Your goal | Could you print the full listing again, exactly as written?

• • • • •

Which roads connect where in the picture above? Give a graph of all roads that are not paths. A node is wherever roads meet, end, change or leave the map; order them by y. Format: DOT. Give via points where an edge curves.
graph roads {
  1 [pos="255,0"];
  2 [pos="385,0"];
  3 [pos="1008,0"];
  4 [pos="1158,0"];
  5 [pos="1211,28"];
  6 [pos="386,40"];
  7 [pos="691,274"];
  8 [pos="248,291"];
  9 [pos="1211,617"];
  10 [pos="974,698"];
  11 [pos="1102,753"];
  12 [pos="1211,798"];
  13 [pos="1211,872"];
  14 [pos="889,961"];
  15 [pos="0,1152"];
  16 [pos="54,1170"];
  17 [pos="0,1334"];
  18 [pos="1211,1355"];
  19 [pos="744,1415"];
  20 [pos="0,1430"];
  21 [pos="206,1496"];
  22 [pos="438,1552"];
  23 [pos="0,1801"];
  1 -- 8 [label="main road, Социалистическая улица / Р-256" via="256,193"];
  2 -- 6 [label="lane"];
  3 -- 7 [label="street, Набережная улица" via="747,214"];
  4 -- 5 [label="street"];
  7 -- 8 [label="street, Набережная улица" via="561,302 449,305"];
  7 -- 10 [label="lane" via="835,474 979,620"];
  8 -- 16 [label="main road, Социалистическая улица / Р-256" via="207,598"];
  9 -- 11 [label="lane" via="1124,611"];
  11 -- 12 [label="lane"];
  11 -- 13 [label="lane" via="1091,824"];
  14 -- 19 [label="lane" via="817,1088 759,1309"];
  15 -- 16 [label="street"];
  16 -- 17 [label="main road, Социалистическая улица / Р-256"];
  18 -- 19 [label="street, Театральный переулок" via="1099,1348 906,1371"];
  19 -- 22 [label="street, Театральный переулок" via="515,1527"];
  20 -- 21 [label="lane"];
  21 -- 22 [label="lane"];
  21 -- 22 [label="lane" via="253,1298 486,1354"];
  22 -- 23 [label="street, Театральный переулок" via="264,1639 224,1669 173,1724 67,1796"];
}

• • • • •

Solution to this task |
Which roads connect where in the picture above? Give a graph of all roads that are not paths. A node is wherever roads meet, end, change or leave the map; order them by y. Format: DOT. Give via points where an edge curves.
graph roads {
  1 [pos="255,0"];
  2 [pos="385,0"];
  3 [pos="1008,0"];
  4 [pos="1158,0"];
  5 [pos="1211,28"];
  6 [pos="386,40"];
  7 [pos="691,274"];
  8 [pos="248,291"];
  9 [pos="1211,617"];
  10 [pos="974,698"];
  11 [pos="1102,753"];
  12 [pos="1211,798"];
  13 [pos="1211,872"];
  14 [pos="889,961"];
  15 [pos="0,1152"];
  16 [pos="54,1170"];
  17 [pos="0,1334"];
  18 [pos="1211,1355"];
  19 [pos="744,1415"];
  20 [pos="0,1430"];
  21 [pos="206,1496"];
  22 [pos="438,1552"];
  23 [pos="0,1801"];
  1 -- 8 [label="main road, Социалистическая улица / Р-256" via="256,193"];
  2 -- 6 [label="lane"];
  3 -- 7 [label="street, Набережная улица" via="747,214"];
  4 -- 5 [label="street"];
  7 -- 8 [label="street, Набережная улица" via="561,302 449,305"];
  7 -- 10 [label="lane" via="835,474 979,620"];
  8 -- 16 [label="main road, Социалистическая улица / Р-256" via="207,598"];
  9 -- 11 [label="lane" via="1124,611"];
  11 -- 12 [label="lane"];
  11 -- 13 [label="lane" via="1091,824"];
  14 -- 19 [label="lane" via="817,1088 759,1309"];
  15 -- 16 [label="street"];
  16 -- 17 [label="main road, Социалистическая улица / Р-256"];
  18 -- 19 [label="street, Театральный переулок" via="1099,1348 906,1371"];
  19 -- 22 [label="street, Театральный переулок" via="515,1527"];
  20 -- 21 [label="lane"];
  21 -- 22 [label="lane"];
  21 -- 22 [label="lane" via="253,1298 486,1354"];
  22 -- 23 [label="street, Театральный переулок" via="264,1639 224,1669 173,1724 67,1796"];
}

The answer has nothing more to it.